TASK DESCRIPTION: The task calls for every line of the data to be repeated exactly.

START SUPPLIED RECORDS

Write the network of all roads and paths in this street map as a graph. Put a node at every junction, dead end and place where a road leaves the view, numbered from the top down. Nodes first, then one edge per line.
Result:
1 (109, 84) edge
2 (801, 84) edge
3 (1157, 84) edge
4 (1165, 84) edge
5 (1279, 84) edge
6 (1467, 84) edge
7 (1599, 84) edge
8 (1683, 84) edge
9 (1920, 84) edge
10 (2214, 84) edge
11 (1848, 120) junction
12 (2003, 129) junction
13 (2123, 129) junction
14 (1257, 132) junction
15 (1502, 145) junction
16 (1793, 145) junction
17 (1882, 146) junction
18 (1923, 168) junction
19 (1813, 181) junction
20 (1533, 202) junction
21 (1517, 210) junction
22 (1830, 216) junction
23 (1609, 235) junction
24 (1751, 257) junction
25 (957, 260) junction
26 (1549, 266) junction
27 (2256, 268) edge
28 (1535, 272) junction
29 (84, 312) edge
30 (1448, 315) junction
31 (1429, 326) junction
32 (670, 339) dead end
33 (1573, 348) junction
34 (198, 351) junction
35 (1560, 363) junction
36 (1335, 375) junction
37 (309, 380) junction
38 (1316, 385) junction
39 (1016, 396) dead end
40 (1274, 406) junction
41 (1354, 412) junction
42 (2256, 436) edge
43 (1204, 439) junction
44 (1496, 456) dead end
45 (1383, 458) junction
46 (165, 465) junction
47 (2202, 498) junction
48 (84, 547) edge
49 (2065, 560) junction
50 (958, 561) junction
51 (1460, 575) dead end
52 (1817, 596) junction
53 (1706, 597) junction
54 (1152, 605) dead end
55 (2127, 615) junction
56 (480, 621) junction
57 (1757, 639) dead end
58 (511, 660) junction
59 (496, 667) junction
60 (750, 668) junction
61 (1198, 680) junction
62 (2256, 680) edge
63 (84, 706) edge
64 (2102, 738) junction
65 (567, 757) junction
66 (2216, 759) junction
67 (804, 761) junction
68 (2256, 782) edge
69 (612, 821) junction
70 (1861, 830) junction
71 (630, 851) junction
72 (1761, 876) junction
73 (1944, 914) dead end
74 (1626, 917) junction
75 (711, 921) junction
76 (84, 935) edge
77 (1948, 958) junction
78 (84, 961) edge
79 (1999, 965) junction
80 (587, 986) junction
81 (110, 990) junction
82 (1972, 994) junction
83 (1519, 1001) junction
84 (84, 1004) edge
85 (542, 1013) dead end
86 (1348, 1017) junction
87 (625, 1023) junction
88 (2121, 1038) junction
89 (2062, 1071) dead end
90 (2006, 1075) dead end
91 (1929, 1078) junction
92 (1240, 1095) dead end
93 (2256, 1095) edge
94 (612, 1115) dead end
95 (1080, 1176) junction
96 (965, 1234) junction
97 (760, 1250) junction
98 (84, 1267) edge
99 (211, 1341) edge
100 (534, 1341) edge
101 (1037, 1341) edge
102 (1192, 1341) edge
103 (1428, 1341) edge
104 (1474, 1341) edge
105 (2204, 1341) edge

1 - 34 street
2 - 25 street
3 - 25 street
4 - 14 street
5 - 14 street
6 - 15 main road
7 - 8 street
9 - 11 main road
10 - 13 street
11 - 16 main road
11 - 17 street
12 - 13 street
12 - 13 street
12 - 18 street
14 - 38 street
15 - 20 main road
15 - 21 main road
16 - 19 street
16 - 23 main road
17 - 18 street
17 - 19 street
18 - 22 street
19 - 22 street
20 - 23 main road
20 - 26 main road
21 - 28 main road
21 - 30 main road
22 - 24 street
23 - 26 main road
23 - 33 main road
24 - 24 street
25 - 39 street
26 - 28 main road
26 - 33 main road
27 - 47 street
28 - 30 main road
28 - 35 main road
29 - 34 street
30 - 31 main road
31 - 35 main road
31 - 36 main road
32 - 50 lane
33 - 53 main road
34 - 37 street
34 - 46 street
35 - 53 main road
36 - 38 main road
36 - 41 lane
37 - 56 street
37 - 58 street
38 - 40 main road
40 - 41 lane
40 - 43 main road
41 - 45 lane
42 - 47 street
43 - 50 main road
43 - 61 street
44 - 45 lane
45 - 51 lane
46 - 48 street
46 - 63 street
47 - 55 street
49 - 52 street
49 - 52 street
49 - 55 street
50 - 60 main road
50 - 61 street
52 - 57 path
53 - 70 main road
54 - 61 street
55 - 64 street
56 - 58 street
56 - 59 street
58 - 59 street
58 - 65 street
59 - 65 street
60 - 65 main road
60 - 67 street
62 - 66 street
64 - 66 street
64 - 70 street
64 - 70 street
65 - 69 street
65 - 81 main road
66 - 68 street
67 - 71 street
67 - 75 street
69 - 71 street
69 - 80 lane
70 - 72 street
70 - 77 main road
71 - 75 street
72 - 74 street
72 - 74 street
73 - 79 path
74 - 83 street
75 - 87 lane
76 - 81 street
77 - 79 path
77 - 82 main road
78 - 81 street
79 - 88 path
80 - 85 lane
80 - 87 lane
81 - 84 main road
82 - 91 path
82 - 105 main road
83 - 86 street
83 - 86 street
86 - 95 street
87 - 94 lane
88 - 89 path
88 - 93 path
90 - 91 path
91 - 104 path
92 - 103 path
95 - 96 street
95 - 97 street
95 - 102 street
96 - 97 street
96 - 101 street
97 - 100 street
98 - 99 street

END SUPPLIED RECORDS

SOLUTION:
Write the network of all roads and paths in this street map as a graph. Put a node at every junction, dead end and place where a road leaves the view, numbered from the top down. Nodes first, then one edge per line.
Result:
1 (109, 84) edge
2 (801, 84) edge
3 (1157, 84) edge
4 (1165, 84) edge
5 (1279, 84) edge
6 (1467, 84) edge
7 (1599, 84) edge
8 (1683, 84) edge
9 (1920, 84) edge
10 (2214, 84) edge
11 (1848, 120) junction
12 (2003, 129) junction
13 (2123, 129) junction
14 (1257, 132) junction
15 (1502, 145) junction
16 (1793, 145) junction
17 (1882, 146) junction
18 (1923, 168) junction
19 (1813, 181) junction
20 (1533, 202) junction
21 (1517, 210) junction
22 (1830, 216) junction
23 (1609, 235) junction
24 (1751, 257) junction
25 (957, 260) junction
26 (1549, 266) junction
27 (2256, 268) edge
28 (1535, 272) junction
29 (84, 312) edge
30 (1448, 315) junction
31 (1429, 326) junction
32 (670, 339) dead end
33 (1573, 348) junction
34 (198, 351) junction
35 (1560, 363) junction
36 (1335, 375) junction
37 (309, 380) junction
38 (1316, 385) junction
39 (1016, 396) dead end
40 (1274, 406) junction
41 (1354, 412) junction
42 (2256, 436) edge
43 (1204, 439) junction
44 (1496, 456) dead end
45 (1383, 458) junction
46 (165, 465) junction
47 (2202, 498) junction
48 (84, 547) edge
49 (2065, 560) junction
50 (958, 561) junction
51 (1460, 575) dead end
52 (1817, 596) junction
53 (1706, 597) junction
54 (1152, 605) dead end
55 (2127, 615) junction
56 (480, 621) junction
57 (1757, 639) dead end
58 (511, 660) junction
59 (496, 667) junction
60 (750, 668) junction
61 (1198, 680) junction
62 (2256, 680) edge
63 (84, 706) edge
64 (2102, 738) junction
65 (567, 757) junction
66 (2216, 759) junction
67 (804, 761) junction
68 (2256, 782) edge
69 (612, 821) junction
70 (1861, 830) junction
71 (630, 851) junction
72 (1761, 876) junction
73 (1944, 914) dead end
74 (1626, 917) junction
75 (711, 921) junction
76 (84, 935) edge
77 (1948, 958) junction
78 (84, 961) edge
79 (1999, 965) junction
80 (587, 986) junction
81 (110, 990) junction
82 (1972, 994) junction
83 (1519, 1001) junction
84 (84, 1004) edge
85 (542, 1013) dead end
86 (1348, 1017) junction
87 (625, 1023) junction
88 (2121, 1038) junction
89 (2062, 1071) dead end
90 (2006, 1075) dead end
91 (1929, 1078) junction
92 (1240, 1095) dead end
93 (2256, 1095) edge
94 (612, 1115) dead end
95 (1080, 1176) junction
96 (965, 1234) junction
97 (760, 1250) junction
98 (84, 1267) edge
99 (211, 1341) edge
100 (534, 1341) edge
101 (1037, 1341) edge
102 (1192, 1341) edge
103 (1428, 1341) edge
104 (1474, 1341) edge
105 (2204, 1341) edge

1 - 34 street
2 - 25 street
3 - 25 street
4 - 14 street
5 - 14 street
6 - 15 main road
7 - 8 street
9 - 11 main road
10 - 13 street
11 - 16 main road
11 - 17 street
12 - 13 street
12 - 13 street
12 - 18 street
14 - 38 street
15 - 20 main road
15 - 21 main road
16 - 19 street
16 - 23 main road
17 - 18 street
17 - 19 street
18 - 22 street
19 - 22 street
20 - 23 main road
20 - 26 main road
21 - 28 main road
21 - 30 main road
22 - 24 street
23 - 26 main road
23 - 33 main road
24 - 24 street
25 - 39 street
26 - 28 main road
26 - 33 main road
27 - 47 street
28 - 30 main road
28 - 35 main road
29 - 34 street
30 - 31 main road
31 - 35 main road
31 - 36 main road
32 - 50 lane
33 - 53 main road
34 - 37 street
34 - 46 street
35 - 53 main road
36 - 38 main road
36 - 41 lane
37 - 56 street
37 - 58 street
38 - 40 main road
40 - 41 lane
40 - 43 main road
41 - 45 lane
42 - 47 street
43 - 50 main road
43 - 61 street
44 - 45 lane
45 - 51 lane
46 - 48 street
46 - 63 street
47 - 55 street
49 - 52 street
49 - 52 street
49 - 55 street
50 - 60 main road
50 - 61 street
52 - 57 path
53 - 70 main road
54 - 61 street
55 - 64 street
56 - 58 street
56 - 59 street
58 - 59 street
58 - 65 street
59 - 65 street
60 - 65 main road
60 - 67 street
62 - 66 street
64 - 66 street
64 - 70 street
64 - 70 street
65 - 69 street
65 - 81 main road
66 - 68 street
67 - 71 street
67 - 75 street
69 - 71 street
69 - 80 lane
70 - 72 street
70 - 77 main road
71 - 75 street
72 - 74 street
72 - 74 street
73 - 79 path
74 - 83 street
75 - 87 lane
76 - 81 street
77 - 79 path
77 - 82 main road
78 - 81 street
79 - 88 path
80 - 85 lane
80 - 87 lane
81 - 84 main road
82 - 91 path
82 - 105 main road
83 - 86 street
83 - 86 street
86 - 95 street
87 - 94 lane
88 - 89 path
88 - 93 path
90 - 91 path
91 - 104 path
92 - 103 path
95 - 96 street
95 - 97 street
95 - 102 street
96 - 97 street
96 - 101 street
97 - 100 street
98 - 99 street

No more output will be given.